Bank Conflicts and Serialized Warps

Basilios · December 3, 2009, 5:18pm

I’ve been running a few small kernels through the CUDA Visual Profiler to test my understanding of shared memory, and I’ve run into a bit of a problem.

I’m almost certain that my kernel should be causing 16-way bank conflicts, but according to the “warp_serialize” field in the profiler, this isn’t the case.

The kernel is listed below:

[codebox]global void bank_conflicts(float* array) {

extern __shared__ float cache[];

float tmp = cache[threadIdx.x * 16];

array[threadIdx.x] = tmp;

}[/codebox]

For each thread in a warp, (threadIdx.x * 16) % 16 will evaluate to 0, which I thought would force all threads to access the same shared memory bank. If this is the case, then all warps should be serialized.

However, if I run this kernel using a single block of 32 threads then the Visual Profiler reports that “warp_serialize” is equal to 120. I could almost understand if this value was 128 (each of the 32 threads reads 4 bytes) but that it is 120 has me completely baffled!

If anybody could shed light on the situation, it would be much appreciated!

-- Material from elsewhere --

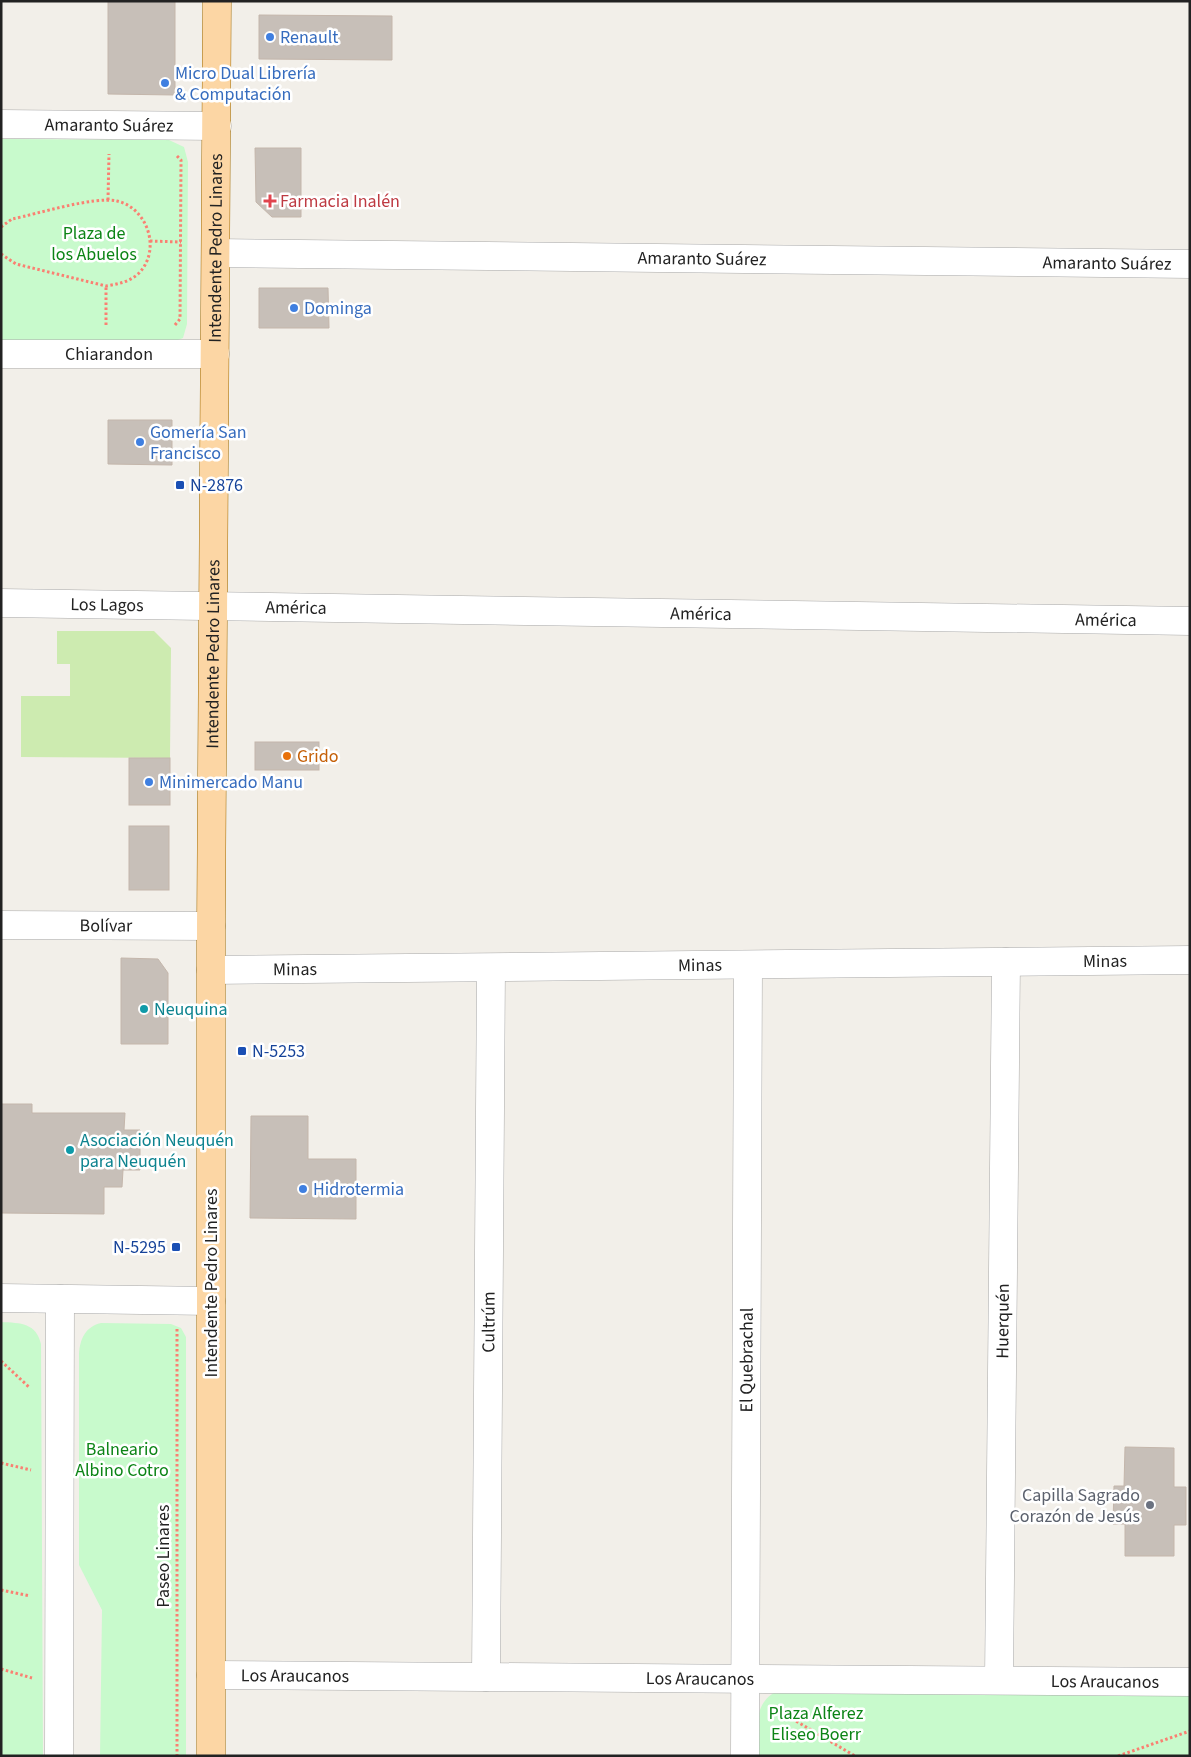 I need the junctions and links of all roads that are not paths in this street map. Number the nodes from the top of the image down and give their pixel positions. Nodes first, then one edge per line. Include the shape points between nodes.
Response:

EDIT: Another curious point of note is that the Visual Profiler reports that this kernel contains 5 branches, and that 1 of them is divergent. Does anybody know what’s going on?

_Big_Mac · December 3, 2009, 7:33pm

If all threads in a half-warp access a single address, shared mem goes into broadcast mode and delivers all data in a single cycle.

Basilios · December 3, 2009, 8:18pm

Maybe I’m being stupid, but how would that happen in this case?

The value of threadIdx.x is different for each thread, so cache[threadIdx.x * 16] will evaluate to a different memory location on each thread. My understanding is that this would result in them accessing the same bank, but with different addresses.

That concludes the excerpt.